Characterization of hydrocarbon utilizing bacteria in waste engine oil-impacted sites

Iniobong Ime James, Mayen Godwin Ben, Agnes Monday Jones, Patience Saturday Akpan, Idorenyin Idorenyin Eka, Albert Ema Oruk, Aniefon Alphonsus Ibuot


Changes in soil physicochemical properties and bacterial species present in soil contaminated with waste engine oil were evaluated at three auto-mechanical workshops in Uyo, Nigeria. This work was aimed at isolating and identifying hydrocarbon degrading bacteria from waste engine oil polluted soil, and assessing their hydrocarbon-utilizing ability.
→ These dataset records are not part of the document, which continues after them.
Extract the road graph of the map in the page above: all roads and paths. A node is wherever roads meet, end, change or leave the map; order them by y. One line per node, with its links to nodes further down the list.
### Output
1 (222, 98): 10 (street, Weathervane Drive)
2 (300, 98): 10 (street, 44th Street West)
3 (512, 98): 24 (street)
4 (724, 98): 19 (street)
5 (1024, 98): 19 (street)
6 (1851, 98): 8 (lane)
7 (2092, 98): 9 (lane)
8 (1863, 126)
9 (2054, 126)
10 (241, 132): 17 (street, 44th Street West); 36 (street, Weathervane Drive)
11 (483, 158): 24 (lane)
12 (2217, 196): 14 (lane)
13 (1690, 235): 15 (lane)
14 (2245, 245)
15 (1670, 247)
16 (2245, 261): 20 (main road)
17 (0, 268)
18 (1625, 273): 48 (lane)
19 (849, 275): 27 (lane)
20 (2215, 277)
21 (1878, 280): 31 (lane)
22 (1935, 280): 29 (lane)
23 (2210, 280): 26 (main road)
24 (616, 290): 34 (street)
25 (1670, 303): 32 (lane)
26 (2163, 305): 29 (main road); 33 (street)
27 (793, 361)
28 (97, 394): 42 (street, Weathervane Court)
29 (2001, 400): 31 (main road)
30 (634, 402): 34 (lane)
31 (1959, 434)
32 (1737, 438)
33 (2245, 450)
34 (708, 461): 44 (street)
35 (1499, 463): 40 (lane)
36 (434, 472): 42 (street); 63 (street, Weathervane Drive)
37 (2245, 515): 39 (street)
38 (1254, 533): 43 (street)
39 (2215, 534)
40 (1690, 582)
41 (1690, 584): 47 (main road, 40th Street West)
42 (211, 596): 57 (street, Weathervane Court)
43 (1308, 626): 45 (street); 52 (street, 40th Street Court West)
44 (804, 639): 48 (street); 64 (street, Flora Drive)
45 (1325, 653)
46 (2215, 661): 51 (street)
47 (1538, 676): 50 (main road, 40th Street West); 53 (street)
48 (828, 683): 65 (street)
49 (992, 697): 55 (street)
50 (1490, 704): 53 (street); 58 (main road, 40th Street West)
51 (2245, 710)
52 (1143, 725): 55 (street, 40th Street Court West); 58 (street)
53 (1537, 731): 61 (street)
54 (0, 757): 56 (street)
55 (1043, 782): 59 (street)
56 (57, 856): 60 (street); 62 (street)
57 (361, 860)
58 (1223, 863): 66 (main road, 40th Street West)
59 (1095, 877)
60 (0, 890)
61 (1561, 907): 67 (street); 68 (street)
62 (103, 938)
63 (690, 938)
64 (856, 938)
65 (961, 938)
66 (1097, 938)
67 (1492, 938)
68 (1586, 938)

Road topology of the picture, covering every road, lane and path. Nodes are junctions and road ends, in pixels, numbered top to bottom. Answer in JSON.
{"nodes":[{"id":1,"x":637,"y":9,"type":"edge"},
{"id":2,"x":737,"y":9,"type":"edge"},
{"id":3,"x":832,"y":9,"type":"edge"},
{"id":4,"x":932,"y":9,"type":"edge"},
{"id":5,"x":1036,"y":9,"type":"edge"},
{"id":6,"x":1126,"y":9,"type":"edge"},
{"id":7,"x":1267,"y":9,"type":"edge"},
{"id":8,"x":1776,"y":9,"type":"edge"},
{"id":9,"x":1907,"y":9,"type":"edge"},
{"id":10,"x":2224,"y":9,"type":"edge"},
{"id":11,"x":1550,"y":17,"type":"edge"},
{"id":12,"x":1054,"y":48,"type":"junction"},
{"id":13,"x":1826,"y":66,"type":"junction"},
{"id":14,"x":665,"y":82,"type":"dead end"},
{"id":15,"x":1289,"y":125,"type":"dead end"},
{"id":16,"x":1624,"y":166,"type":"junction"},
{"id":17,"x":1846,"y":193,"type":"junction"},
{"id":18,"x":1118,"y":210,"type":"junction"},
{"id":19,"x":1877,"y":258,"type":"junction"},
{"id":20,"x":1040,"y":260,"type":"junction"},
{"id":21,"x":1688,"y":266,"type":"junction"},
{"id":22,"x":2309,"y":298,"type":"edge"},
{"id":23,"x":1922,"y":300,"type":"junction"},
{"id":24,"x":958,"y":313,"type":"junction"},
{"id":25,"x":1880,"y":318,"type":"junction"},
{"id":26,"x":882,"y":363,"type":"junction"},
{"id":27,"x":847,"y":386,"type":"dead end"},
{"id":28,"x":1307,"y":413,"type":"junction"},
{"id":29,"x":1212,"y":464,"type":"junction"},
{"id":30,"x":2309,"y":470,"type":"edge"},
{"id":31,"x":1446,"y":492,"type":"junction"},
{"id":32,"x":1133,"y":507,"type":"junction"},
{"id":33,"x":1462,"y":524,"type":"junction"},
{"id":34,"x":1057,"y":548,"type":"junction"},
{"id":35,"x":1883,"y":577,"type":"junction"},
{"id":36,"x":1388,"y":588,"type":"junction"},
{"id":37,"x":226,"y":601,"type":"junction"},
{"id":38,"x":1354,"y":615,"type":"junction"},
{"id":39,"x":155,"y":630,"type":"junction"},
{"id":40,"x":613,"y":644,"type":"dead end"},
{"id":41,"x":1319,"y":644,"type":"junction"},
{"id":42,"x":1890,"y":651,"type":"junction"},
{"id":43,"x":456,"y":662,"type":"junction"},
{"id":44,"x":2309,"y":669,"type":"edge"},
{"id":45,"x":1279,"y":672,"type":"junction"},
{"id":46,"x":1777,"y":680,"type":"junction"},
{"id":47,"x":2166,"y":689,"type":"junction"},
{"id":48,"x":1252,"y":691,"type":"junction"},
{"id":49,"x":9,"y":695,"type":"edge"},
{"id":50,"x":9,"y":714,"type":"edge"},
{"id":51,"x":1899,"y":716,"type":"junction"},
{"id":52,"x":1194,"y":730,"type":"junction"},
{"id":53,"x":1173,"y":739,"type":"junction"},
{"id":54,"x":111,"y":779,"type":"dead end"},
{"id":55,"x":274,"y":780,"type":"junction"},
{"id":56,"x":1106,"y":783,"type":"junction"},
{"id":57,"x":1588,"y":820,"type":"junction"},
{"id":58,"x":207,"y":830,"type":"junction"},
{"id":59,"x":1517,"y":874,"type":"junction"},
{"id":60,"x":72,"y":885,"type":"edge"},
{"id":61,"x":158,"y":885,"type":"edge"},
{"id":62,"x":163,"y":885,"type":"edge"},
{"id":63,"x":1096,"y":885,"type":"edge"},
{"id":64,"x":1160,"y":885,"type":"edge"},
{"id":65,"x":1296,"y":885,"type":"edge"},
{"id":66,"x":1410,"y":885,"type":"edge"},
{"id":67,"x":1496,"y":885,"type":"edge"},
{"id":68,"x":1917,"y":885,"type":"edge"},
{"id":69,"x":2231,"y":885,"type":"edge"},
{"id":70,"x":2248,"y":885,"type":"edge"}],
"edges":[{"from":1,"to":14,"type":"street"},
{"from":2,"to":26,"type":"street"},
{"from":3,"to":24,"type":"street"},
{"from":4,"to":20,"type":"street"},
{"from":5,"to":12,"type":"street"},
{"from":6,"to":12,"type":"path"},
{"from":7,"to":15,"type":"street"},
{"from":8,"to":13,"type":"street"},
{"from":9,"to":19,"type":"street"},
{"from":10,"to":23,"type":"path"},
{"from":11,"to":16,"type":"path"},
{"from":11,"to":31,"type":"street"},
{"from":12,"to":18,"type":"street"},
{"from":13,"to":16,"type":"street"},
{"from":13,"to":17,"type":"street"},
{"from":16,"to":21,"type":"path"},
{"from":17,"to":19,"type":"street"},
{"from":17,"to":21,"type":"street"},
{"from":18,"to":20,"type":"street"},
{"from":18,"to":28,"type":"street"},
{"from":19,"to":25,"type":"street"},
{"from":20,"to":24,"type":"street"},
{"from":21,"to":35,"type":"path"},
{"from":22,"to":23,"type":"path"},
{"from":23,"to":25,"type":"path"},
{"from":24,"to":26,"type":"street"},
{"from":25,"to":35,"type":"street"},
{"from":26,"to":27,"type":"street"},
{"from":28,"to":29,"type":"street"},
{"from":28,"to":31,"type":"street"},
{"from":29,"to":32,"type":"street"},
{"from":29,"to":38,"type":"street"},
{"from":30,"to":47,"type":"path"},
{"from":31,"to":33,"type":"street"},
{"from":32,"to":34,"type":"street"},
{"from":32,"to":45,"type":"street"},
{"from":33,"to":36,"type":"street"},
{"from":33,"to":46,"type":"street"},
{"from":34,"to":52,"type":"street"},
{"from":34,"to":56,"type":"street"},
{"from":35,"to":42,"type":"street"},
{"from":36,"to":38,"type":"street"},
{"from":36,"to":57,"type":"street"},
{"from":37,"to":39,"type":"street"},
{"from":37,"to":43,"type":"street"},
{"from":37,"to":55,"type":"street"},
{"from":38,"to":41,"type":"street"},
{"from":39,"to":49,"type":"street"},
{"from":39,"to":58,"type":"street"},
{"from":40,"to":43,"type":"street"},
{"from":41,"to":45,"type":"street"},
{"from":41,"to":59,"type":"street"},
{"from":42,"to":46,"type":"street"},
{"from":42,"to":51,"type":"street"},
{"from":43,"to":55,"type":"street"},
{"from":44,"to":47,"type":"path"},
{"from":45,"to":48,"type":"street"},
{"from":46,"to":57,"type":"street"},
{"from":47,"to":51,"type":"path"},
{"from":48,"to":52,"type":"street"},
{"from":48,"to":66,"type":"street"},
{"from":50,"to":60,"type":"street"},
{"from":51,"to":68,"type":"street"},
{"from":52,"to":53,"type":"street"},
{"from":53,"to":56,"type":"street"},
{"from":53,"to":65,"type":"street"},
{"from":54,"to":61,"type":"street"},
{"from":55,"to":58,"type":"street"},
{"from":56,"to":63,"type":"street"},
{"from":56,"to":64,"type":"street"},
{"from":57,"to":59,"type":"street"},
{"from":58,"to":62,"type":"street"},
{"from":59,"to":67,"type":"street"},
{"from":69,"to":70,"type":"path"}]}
Waste engine oil pollution affected soils significantly with increases in soil physicochemical properties, and heterotrophic bacterial population counts. Eight bacterial speciesCorynebacterium kutscheri, Pseudomonas aeruginosa, Flavobacterium aquatile, Serratia odorifera, Micrococcus agilis, Staphylococcus aureus,Micrococcus luteus and Bacillus substilis were isolated by the selective enrichment technique and screened for hydrocarbon utilization capability in mineral salt media with 1% (v/v) waste engine oil as a sole carbon and energy source. The extent of bacterial growth observed was related to the ability of organisms to biodegrade hydrocarbons present in the medium bacterium species, which showed varying hydrocarbon utilization during the 15 days of incubation. Growth in hydrocarbon medium was the most efficient in cultures of Corynebacterium kutscheri. All isolates also showed variable emulsification ability, with Corynebacterium kutscheri, showing the highest ability. These results demonstrate the presence of indigenous bacteria in hydrocarbon-polluted soils and the potential toward the remediation of hydrocarbons.